Why the “daily flashes” matter

Under USDA’s Export Sales Reporting Program, exporters must report large sales, and USDA posts a public “daily” announcement at 9:00 a.m. ET. A “large” sale generally means ≥100,000 metric tons of a single commodity to one destination in a day (with lower thresholds for soybean oil) or ≥200,000 tons in aggregate during a week. Those daily flashes complement the weekly export sales report and help level the playing field so that no one subset of traders has an information advantage on major transactions.

During the current shutdown, however, both the weekly report and the daily announcements were halted, leaving merchants, producers, and hedgers “flying blind” at a moment when Chinese demand signals suddenly matter again. That suspension has been widely noted across the ag press and wire services. Resuming the daily flashes whenever warranted would quickly restore critical transparency even if other publications remain delayed.

Born from a shock: the “Great Grain Robbery”

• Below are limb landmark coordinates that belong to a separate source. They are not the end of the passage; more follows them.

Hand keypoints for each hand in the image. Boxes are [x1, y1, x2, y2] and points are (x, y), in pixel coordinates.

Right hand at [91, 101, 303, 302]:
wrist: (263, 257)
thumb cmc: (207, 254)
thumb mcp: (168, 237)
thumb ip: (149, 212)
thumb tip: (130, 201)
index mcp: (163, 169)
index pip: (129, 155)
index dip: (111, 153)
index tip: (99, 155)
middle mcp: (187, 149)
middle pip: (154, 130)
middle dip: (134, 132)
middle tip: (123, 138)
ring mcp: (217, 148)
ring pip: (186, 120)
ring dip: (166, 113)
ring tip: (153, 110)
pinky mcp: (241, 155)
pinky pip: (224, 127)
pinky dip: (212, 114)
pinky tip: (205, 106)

Industry veterans cite the very reason the export sales system exists. In 1972, the Soviet Union quietly amassed huge U.S. grain purchases — about 440 million bushels of wheat (≈12 MMT) in July–August alone — helping to drain reserves and spike food prices. The episode, dubbed the “Great (American) Grain Robbery,” prompted the U.S. to institute formal export sales reporting the following year so policymakers and markets could see big deals in real time — the scandal spurred Congress to act, and in 1973 the Export Sales Reporting Program was created to ensure transparency for large export deals. Today’s debates echo that lesson: when demand pivots fast, timely disclosure is a public good.

The case for flipping the switch back on

  • China signal needs verification. With Beijing’s soybean commitments back in headlines, traders argue that daily flashes are the cleanest way to separate rumor from booked business, reduce volatility, and guide basis and freight decisions. 
  • Partial data beats darkness. Even if some USDA series remain constrained by the shutdown, restarting the daily flashes “when warranted” would immediately shrink information asymmetries until full reporting resumes. 
  • It’s what the program was built for. The statutory framework and FAS procedures already specify thresholds and timelines; using them amid renewed large-lot activity restores confidence without reinventing processes. 
     

Bottom Line: With China back in the market and Nov. 14’s Crop Production/WASDE now slated for release, the fastest way to restore transparency is to reinstate USDA’s daily export sales flashes whenever threshold sales occur — the very safeguard created after 1972 to prevent markets from being blindsided again.